With region selection available, it will be easy to write another client optimization, which I'll call general perforation. This would just skip a single-entry, single-exit region of the CFG that's marked as approximate. We could make this randomized (only skip sometimes). This is easy to implement, likely to be successful, and different from loop perforation.
We will add a section to the eval describing the three undergrads' experience with using ACCEPT to optimize new applications from scratch. Ambitiously, they may even have time to modify or add optimizations that work well for their applications.
We need to get these guys taking notes so we have interesting things to discuss in this section.
Some quantitative results here would be very interesting: asking their opinions on a Likert scale or timing a task, for example.

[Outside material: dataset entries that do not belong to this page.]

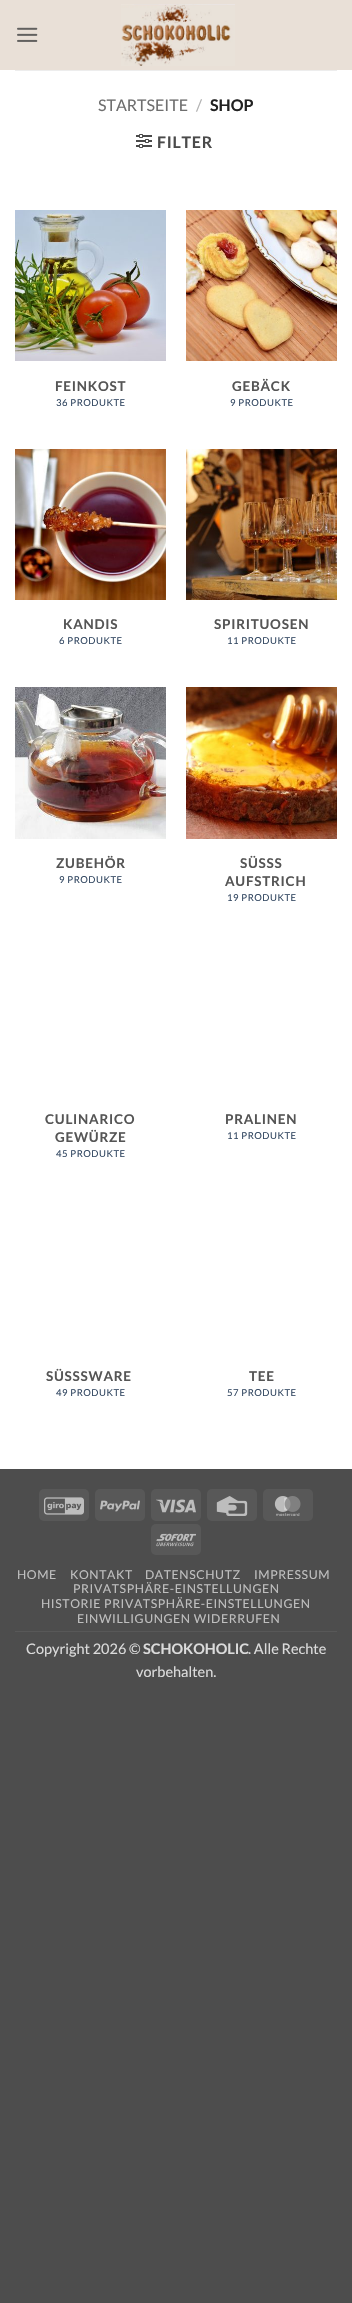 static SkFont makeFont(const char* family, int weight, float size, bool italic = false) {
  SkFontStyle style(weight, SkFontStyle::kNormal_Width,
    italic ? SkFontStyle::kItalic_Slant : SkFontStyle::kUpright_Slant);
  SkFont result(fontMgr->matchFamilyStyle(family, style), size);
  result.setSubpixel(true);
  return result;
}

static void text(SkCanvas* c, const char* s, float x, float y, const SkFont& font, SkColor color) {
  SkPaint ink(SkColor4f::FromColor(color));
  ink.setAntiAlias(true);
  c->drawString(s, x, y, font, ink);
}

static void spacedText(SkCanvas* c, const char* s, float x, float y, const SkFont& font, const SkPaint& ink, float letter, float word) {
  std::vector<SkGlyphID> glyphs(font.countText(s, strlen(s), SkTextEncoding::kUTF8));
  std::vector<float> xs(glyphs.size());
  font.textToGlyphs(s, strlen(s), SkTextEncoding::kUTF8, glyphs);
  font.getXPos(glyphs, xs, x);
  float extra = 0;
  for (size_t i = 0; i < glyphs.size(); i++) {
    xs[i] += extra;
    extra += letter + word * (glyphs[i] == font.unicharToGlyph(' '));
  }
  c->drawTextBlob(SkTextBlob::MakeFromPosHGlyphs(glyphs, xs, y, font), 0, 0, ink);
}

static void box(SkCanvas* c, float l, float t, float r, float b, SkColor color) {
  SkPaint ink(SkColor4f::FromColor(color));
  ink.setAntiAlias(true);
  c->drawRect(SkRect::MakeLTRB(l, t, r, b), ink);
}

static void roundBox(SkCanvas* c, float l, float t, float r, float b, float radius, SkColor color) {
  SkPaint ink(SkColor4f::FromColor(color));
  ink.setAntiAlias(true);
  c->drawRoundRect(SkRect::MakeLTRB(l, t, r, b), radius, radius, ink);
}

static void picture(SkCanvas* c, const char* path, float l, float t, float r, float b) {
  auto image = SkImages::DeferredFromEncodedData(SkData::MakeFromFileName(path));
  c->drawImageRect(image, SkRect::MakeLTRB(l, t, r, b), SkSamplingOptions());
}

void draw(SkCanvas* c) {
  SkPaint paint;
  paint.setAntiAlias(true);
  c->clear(0xff4d4d4d);
  box(c, 0, 70, 352, 1469, 0xffffffff);
  box(c, 0, 0, 352, 70, 0xffe9e0d7);
  picture(c, "img_01.png", 17, 27, 38, 42);
  picture(c, "img_02.png", 121, 4, 235, 66);
  box(c, 15, 70, 337, 71, 0xffededed);
  SkFont face1 = makeFont("Lato", 400, 16);
  text(c, "STARTSEITE", 98, 111, face1, 0xff6e6e6e);
  text(c, "/", 196, 111, face1, 0xffb2b2b2);
  SkFont face2 = makeFont("Lato", 700, 16);
  text(c, "SHOP", 210, 111, face2, 0xff222222);
  picture(c, "img_03.png", 136, 134, 152, 148);
  paint.setColor(0xff4a4a4a);
  spacedText(c, "FILTER", 157, 148, face2, paint, 0.75f, 0);
  picture(c, "img_04.png", 15, 210, 166, 361);
  SkFont face3 = makeFont("Lato", 700, 13.5f);
  paint.setColor(0xff555555);
  spacedText(c, "FEINKOST", 55, 391, face3, paint, 0.75f, 0);
  SkFont face4 = makeFont("Lato", 400, 9.5f);
  paint.setColor(0xff334862);
  spacedText(c, "36 PRODUKTE", 56, 406, face4, paint, 0.5f, 0);
  picture(c, "img_05.png", 186, 210, 337, 361);
  paint.setColor(0xff555555);
  spacedText(c, "GEBÄCK", 232, 391, face3, paint, 0.75f, 0);
  paint.setColor(0xff334862);
  spacedText(c, "9 PRODUKTE", 230, 406, face4, paint, 0.5f, 0);
  picture(c, "img_06.png", 15, 449, 166, 600);
  paint.setColor(0xff555555);
  spacedText(c, "KANDIS", 63, 629, face3, paint, 0.75f, 0);
  paint.setColor(0xff334862);
  spacedText(c, "6 PRODUKTE", 59, 644, face4, paint, 0.5f, 0);
  picture(c, "img_07.png", 186, 449, 337, 600);
  paint.setColor(0xff555555);
  spacedText(c, "SPIRITUOSEN", 214, 629, face3, paint, 0.75f, 0);
  paint.setColor(0xff334862);
  spacedText(c, "11 PRODUKTE", 227, 644, face4, paint, 0.5f, 0);
  picture(c, "img_08.png", 15, 687, 166, 839);
  paint.setColor(0xff555555);
  spacedText(c, "ZUBEHÖR", 56, 868, face3, paint, 0.75f, 0);
  paint.setColor(0xff334862);
  spacedText(c, "9 PRODUKTE", 59, 883, face4, paint, 0.5f, 0);
  picture(c, "img_09.png", 186, 687, 337, 839);
  paint.setColor(0xff555555);
  spacedText(c, "SÜSSS", 240, 868, face3, paint, 0.75f, 0);
  spacedText(c, "AUFSTRICH", 225, 886, face3, paint, 0.75f, 0);
  paint.setColor(0xff334862);
  spacedText(c, "19 PRODUKTE", 227, 901, face4, paint, 0.5f, 0);
  paint.setColor(0xff555555);
  spacedText(c, "CULINARICO", 45, 1124, face3, paint, 0.75f, 0);
  spacedText(c, "GEWÜRZE", 55, 1142, face3, paint, 0.75f, 0);
  paint.setColor(0xff334862);
  spacedText(c, "45 PRODUKTE", 56, 1157, face4, paint, 0.5f, 0);
  paint.setColor(0xff555555);
  spacedText(c, "PRALINEN", 225, 1124, face3, paint, 0.75f, 0);
  paint.setColor(0xff334862);
  spacedText(c, "11 PRODUKTE", 227, 1139, face4, paint, 0.5f, 0);
  paint.setColor(0xff555555);
  spacedText(c, "SÜSSSWARE", 46, 1381, face3, paint, 0.75f, 0);
  paint.setColor(0xff334862);
  spacedText(c, "49 PRODUKTE", 56, 1396, face4, paint, 0.5f, 0);
  paint.setColor(0xff555555);
  spacedText(c, "TEE", 249, 1381, face3, paint, 0.75f, 0);
  paint.setColor(0xff334862);
  spacedText(c, "57 PRODUKTE", 227, 1396, face4, paint, 0.5f, 0);
  roundBox(c, 39, 1489, 89, 1521, 5, 0xff585858);
  picture(c, "img_10.png", 44, 1497, 84, 1515);
  roundBox(c, 95, 1489, 145, 1521, 5, 0xff585858);
  picture(c, "img_11.png", 100, 1500, 140, 1512);
  roundBox(c, 151, 1489, 201, 1521, 5, 0xff585858);
  picture(c, "img_12.png", 156, 1499, 196, 1513);
  roundBox(c, 207, 1489, 257, 1521, 5, 0xff585858);
  picture(c, "img_13.png", 216, 1496, 248, 1516);
  roundBox(c, 263, 1489, 313, 1521, 5, 0xff585858);
  picture(c, "img_14.png", 274, 1496, 301, 1516);
  roundBox(c, 151, 1524, 201, 1555, 5, 0xff585858);
  picture(c, "img_15.png", 156, 1533, 196, 1547);
  box(c, 15, 1631, 337, 1632, 0xff585858);
  SkFont face5 = makeFont("Lato", 400, 12.25f);
  paint.setColor(0xffbfbfbf);
  spacedText(c, "HOME", 17, 1579, face5, paint, 0.6f, 0);
  spacedText(c, "KONTAKT", 70, 1579, face5, paint, 0.6f, 0);
  spacedText(c, "DATENSCHUTZ", 145, 1579, face5, paint, 0.6f, 0);
  spacedText(c, "IMPRESSUM", 254, 1579, face5, paint, 0.6f, 0);
  spacedText(c, "PRIVATSPHÄRE-EINSTELLUNGEN", 73, 1593, face5, paint, 0.6f, 0);
  spacedText(c, "HISTORIE PRIVATSPHÄRE-EINSTELLUNGEN", 41, 1608, face5, paint, 0.6f, 0);
  spacedText(c, "EINWILLIGUNGEN WIDERRUFEN", 77, 1623, face5, paint, 0.6f, 0);
  SkFont face6 = makeFont("Lato", 400, 14.5f);
  text(c, "Copyright 2026 ©", 26, 1654, face6, 0xffdbdbdb);
  SkFont face7 = makeFont("Lato", 700, 14.5f);
  text(c, "SCHOKOHOLIC", 143, 1654, face7, 0xffdbdbdb);
  text(c, ". Alle Rechte", 248, 1654, face6, 0xffdbdbdb);
  text(c, "vorbehalten.", 136, 1677, face6, 0xffdbdbdb);
}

A couple of other optimizations we've talked about in the past that would also bear the trifecta of (a) not challenging to implement, (b) likely to succeed, and (c) somewhat novel fall under the category of selecting alternatives manually provided by the programmer.
Specifically:
- The programmer provides multiple values for a parameter (e.g., convergence criterion). We tune these parameters in tandem with perforation, NPU, etc.
- The programmer provides multiple implementations of a function. We choose which to call.
- Standard-library replacement. We include a library of relaxed implementations of functions in the STL. They can be used used when their arguments are approximate. We choose whether to call the original or the relaxed version.
It would be awesome if we could run the MSP-430 benchmark on real hardware.